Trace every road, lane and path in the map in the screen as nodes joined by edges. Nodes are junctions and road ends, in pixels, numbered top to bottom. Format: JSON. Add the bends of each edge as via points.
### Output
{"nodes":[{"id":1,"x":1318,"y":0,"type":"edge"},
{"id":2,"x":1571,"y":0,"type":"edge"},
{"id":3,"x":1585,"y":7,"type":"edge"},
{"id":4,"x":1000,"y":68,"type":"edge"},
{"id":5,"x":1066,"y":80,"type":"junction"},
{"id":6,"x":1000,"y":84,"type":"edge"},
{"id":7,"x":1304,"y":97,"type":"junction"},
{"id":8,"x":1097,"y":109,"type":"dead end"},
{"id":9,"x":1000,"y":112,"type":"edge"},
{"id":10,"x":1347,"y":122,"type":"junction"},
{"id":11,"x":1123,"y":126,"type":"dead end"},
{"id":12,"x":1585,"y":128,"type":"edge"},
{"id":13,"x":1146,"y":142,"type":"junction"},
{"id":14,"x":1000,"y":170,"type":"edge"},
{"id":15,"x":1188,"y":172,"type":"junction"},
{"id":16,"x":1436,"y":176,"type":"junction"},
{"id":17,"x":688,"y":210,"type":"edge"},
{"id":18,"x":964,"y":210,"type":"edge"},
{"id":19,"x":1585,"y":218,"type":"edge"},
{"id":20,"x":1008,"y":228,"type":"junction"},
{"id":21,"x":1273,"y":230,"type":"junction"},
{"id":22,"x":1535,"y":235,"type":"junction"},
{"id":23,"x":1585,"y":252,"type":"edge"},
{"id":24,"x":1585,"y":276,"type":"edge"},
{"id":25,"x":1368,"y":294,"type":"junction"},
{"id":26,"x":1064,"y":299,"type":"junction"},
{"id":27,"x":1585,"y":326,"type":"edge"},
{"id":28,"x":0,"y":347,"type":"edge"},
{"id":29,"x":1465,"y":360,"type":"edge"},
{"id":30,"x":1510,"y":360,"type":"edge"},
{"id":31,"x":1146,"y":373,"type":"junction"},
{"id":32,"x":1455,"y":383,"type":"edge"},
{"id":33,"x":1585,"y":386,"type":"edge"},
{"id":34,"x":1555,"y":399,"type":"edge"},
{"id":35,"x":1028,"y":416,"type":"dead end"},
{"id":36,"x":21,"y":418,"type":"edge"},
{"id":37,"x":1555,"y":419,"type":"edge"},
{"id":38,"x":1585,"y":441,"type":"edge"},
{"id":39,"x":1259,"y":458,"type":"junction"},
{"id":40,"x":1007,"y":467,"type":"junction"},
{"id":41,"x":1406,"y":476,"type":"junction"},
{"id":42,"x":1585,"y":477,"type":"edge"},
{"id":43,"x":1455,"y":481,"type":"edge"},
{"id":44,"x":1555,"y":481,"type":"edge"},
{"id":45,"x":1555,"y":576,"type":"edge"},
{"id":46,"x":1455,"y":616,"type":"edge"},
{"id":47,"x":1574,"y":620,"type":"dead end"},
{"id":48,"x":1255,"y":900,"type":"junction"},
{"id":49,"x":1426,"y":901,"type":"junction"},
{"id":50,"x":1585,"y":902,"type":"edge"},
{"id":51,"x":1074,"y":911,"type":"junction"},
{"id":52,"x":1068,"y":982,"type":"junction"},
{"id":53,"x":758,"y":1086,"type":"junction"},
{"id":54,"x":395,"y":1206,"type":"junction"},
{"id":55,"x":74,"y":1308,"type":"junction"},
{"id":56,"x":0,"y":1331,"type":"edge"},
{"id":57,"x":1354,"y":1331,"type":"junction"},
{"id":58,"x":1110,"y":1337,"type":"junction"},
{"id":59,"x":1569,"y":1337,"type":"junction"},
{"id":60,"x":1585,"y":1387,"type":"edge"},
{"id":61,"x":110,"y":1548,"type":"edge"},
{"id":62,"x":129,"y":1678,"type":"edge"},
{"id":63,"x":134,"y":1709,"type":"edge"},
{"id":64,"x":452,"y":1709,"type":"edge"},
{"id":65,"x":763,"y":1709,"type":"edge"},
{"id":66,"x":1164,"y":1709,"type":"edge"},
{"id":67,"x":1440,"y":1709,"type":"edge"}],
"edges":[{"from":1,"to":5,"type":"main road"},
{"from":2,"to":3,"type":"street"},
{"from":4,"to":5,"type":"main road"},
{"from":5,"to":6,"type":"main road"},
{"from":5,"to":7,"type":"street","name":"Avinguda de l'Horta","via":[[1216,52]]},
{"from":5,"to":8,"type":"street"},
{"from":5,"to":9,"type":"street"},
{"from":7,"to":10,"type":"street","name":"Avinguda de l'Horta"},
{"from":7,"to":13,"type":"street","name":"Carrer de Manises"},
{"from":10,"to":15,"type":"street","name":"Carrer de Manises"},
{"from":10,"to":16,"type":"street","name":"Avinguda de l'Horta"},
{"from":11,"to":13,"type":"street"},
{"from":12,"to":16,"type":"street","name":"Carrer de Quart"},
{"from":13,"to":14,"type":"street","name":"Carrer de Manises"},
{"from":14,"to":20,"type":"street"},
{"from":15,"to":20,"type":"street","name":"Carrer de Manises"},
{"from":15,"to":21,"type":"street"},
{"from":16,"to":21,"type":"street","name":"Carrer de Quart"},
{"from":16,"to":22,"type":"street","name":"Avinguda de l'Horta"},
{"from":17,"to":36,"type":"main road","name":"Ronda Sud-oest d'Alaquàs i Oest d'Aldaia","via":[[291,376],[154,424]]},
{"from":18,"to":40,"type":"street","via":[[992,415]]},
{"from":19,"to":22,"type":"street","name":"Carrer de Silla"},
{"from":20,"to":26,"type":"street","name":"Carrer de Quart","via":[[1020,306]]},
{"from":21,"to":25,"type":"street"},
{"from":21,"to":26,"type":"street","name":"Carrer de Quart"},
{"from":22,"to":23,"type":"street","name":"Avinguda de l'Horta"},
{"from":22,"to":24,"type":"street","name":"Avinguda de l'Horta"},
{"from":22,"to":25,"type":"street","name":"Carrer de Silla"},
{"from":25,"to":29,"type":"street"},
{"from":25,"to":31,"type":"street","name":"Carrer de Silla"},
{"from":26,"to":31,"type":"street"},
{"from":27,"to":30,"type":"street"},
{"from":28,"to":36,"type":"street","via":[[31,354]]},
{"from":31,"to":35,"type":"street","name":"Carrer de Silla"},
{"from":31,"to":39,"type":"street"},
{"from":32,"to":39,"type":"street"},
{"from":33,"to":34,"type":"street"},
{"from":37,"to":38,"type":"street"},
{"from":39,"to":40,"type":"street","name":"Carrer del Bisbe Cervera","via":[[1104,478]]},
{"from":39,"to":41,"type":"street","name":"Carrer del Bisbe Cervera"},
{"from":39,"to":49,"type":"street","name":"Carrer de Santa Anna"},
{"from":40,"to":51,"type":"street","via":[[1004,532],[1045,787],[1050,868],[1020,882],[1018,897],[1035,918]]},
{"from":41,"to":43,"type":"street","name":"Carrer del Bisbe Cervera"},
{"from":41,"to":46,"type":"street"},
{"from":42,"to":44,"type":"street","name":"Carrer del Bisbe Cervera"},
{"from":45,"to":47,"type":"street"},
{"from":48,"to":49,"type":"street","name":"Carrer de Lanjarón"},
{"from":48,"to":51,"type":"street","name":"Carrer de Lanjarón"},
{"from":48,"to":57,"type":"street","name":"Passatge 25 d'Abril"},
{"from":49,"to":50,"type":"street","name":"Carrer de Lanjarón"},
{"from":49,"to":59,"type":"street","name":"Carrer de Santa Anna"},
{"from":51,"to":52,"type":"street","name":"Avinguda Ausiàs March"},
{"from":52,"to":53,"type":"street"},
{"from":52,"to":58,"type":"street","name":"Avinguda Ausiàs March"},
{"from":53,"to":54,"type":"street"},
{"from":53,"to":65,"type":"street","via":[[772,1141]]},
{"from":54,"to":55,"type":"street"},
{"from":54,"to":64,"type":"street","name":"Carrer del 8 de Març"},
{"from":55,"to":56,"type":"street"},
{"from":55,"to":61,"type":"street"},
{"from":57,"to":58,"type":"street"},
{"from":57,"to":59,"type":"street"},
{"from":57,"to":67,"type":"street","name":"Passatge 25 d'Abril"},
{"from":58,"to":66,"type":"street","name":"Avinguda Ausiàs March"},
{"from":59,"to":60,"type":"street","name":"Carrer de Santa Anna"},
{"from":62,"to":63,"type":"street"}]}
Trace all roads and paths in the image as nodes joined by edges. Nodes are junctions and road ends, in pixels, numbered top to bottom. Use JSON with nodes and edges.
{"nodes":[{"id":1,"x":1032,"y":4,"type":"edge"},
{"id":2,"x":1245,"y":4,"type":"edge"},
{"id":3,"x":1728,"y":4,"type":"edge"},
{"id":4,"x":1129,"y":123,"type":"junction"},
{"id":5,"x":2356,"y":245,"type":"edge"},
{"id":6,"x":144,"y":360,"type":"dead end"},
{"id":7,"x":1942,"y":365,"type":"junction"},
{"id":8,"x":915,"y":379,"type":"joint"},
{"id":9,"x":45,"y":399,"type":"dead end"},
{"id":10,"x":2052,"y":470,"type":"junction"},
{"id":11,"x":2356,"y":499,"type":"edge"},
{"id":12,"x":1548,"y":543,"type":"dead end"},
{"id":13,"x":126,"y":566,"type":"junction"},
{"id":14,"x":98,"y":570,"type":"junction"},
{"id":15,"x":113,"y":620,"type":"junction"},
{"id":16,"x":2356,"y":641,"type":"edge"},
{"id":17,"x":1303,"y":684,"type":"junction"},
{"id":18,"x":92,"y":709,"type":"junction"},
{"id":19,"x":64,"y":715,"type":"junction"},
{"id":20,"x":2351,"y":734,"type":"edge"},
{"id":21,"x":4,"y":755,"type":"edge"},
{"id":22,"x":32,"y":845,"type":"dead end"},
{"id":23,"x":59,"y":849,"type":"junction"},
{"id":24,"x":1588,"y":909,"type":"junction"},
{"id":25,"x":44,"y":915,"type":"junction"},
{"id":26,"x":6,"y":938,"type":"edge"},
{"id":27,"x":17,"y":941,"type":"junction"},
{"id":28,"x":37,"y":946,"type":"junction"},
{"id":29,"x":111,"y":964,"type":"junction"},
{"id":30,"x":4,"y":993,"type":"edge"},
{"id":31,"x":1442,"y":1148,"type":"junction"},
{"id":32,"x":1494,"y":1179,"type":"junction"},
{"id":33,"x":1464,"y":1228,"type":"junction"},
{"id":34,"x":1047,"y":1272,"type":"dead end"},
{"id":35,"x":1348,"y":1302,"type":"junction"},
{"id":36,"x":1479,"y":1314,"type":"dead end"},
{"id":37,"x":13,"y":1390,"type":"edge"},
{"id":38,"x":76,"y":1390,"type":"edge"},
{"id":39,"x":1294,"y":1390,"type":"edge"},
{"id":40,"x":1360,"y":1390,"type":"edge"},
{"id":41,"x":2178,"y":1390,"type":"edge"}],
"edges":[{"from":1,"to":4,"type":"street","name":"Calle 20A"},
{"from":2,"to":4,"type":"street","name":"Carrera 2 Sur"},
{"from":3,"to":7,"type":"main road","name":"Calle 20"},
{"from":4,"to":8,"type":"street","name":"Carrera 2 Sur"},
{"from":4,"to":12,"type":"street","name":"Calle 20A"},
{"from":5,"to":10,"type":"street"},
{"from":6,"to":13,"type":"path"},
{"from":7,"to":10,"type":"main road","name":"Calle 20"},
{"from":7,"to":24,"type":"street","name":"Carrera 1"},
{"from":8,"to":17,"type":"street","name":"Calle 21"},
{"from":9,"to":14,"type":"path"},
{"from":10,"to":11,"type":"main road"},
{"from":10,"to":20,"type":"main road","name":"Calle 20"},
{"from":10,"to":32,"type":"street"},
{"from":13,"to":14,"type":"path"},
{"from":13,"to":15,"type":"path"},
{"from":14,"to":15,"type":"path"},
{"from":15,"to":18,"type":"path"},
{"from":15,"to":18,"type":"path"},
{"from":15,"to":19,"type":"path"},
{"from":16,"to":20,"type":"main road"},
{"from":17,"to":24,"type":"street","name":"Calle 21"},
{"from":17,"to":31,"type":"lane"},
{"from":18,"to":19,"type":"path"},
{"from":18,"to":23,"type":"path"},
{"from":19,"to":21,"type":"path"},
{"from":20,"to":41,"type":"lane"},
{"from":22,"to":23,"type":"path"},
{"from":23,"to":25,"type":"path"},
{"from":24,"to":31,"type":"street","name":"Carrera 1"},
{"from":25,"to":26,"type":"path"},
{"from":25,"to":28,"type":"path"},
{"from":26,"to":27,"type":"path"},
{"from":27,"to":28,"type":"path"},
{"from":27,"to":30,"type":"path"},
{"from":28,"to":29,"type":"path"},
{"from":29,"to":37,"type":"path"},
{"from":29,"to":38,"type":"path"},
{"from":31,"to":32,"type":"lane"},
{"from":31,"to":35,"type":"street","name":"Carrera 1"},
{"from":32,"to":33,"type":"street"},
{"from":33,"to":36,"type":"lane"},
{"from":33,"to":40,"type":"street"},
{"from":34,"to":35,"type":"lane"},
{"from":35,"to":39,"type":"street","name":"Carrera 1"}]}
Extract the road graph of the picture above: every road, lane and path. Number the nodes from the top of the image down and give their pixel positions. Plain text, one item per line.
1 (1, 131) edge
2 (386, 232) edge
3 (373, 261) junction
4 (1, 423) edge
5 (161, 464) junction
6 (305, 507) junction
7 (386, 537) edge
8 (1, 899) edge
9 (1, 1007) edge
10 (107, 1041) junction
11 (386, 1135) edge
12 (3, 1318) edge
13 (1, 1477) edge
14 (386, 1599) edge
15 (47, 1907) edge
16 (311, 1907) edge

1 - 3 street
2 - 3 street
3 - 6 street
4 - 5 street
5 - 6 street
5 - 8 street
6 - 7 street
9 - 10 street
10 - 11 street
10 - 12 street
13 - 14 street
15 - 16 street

Task objective
Scan the records above for the word "image". Copy each line that has it.

Response for this exercise
Trace all roads and paths in the image as nodes joined by edges. Nodes are junctions and road ends, in pixels, numbered top to bottom. Use JSON with nodes and edges.
Extract the road graph of the picture above: every road, lane and path. Number the nodes from the top of the image down and give their pixel positions. Plain text, one item per line.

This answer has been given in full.